Stored dataset items:

________________________

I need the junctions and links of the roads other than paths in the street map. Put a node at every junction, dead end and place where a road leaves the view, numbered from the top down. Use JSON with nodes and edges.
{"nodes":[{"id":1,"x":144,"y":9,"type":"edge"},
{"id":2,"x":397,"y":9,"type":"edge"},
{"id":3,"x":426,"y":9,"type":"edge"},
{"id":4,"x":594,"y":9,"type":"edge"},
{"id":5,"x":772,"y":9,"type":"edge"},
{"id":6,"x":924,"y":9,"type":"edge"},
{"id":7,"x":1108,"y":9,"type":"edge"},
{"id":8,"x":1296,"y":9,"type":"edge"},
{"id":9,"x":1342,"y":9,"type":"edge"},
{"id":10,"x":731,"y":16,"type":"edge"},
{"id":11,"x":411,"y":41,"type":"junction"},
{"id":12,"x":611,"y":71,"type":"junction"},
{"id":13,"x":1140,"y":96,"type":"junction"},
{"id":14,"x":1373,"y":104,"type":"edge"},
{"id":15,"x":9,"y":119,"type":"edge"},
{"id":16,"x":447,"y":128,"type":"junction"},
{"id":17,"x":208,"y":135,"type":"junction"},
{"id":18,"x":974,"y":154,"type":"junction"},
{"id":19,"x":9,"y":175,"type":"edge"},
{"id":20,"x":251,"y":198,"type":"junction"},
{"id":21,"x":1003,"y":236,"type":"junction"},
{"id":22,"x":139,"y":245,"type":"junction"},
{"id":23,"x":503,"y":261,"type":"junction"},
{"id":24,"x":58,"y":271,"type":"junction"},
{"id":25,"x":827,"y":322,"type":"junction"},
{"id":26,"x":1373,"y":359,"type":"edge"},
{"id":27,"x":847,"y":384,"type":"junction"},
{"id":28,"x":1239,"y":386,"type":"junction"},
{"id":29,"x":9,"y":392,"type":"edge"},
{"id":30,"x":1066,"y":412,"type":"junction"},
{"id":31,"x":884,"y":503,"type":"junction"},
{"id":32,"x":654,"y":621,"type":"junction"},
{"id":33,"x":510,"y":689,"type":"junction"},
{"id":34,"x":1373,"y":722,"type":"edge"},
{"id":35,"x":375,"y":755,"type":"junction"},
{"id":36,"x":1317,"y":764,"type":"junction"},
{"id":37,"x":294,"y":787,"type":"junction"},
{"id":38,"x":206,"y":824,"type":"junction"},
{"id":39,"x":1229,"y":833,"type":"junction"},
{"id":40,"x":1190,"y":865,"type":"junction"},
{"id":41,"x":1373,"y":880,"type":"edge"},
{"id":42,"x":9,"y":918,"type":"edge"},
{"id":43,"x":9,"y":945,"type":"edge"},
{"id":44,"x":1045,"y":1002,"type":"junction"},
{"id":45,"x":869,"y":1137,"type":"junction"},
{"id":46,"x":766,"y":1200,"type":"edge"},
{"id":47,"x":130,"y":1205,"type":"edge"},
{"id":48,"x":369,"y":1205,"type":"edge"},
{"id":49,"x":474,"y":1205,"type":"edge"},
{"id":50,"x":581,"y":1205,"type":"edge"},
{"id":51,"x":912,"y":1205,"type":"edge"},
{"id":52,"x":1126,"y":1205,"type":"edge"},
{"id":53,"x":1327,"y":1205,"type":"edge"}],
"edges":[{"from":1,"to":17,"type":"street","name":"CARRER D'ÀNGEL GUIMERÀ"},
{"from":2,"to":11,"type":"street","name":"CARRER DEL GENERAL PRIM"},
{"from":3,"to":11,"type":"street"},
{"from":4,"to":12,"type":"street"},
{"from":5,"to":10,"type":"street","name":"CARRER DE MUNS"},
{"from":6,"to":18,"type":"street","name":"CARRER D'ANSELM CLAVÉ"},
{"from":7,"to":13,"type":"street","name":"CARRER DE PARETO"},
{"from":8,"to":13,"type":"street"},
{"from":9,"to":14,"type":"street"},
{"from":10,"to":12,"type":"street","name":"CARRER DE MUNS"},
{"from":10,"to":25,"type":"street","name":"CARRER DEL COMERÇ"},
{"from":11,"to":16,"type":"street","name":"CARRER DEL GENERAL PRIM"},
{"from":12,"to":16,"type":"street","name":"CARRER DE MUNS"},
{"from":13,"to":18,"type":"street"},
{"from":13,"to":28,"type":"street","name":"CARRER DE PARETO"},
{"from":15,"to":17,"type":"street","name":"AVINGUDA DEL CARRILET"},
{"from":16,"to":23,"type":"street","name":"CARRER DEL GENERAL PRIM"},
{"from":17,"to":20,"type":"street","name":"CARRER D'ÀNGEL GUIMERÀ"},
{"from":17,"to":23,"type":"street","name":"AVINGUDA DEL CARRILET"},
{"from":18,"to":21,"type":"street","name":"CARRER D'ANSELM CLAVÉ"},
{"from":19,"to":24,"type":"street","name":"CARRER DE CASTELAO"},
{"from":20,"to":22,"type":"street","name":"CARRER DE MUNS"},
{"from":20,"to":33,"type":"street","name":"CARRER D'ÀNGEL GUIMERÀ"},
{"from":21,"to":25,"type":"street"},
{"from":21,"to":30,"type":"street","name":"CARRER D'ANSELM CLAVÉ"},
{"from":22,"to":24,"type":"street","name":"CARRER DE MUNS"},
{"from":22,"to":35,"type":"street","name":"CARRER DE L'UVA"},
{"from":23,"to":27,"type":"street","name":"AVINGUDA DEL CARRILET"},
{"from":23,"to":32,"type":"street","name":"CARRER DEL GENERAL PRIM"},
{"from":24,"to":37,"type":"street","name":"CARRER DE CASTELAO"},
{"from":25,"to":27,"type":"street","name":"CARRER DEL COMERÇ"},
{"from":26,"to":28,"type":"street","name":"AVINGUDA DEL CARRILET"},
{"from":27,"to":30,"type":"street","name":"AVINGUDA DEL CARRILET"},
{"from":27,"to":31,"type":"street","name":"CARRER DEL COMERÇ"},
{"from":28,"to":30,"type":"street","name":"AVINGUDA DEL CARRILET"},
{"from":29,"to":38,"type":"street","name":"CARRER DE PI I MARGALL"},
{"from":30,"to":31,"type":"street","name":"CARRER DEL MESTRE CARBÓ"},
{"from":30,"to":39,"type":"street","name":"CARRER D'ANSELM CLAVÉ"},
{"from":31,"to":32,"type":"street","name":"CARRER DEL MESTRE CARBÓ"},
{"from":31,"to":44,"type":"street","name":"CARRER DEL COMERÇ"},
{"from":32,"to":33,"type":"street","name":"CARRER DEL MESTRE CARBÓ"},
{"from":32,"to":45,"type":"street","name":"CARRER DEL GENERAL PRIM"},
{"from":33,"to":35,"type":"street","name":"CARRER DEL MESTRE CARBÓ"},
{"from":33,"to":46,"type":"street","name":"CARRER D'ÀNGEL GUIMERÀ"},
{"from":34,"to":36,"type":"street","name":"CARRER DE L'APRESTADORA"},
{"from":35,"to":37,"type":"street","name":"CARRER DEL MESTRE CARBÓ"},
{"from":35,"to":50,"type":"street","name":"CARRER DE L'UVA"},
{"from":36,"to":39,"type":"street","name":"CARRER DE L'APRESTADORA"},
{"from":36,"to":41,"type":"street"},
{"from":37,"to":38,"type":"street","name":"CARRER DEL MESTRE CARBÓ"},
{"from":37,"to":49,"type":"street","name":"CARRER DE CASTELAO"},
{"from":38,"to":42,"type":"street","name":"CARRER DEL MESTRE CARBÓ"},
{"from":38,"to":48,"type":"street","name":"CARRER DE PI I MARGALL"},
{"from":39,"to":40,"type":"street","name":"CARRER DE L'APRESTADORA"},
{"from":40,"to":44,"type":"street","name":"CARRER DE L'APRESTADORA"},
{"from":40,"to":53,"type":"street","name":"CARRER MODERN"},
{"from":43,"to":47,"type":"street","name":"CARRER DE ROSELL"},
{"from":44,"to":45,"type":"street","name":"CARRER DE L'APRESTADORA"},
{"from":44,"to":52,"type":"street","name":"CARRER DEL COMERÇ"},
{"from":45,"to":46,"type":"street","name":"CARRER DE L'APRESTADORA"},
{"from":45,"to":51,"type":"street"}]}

________________________

* _What you should do_
Where a line of the records has the string "CLAVÉ", copy that line.

* _Response_
{"from":6,"to":18,"type":"street","name":"CARRER D'ANSELM CLAVÉ"},
{"from":18,"to":21,"type":"street","name":"CARRER D'ANSELM CLAVÉ"},
{"from":21,"to":30,"type":"street","name":"CARRER D'ANSELM CLAVÉ"},
{"from":30,"to":39,"type":"street","name":"CARRER D'ANSELM CLAVÉ"},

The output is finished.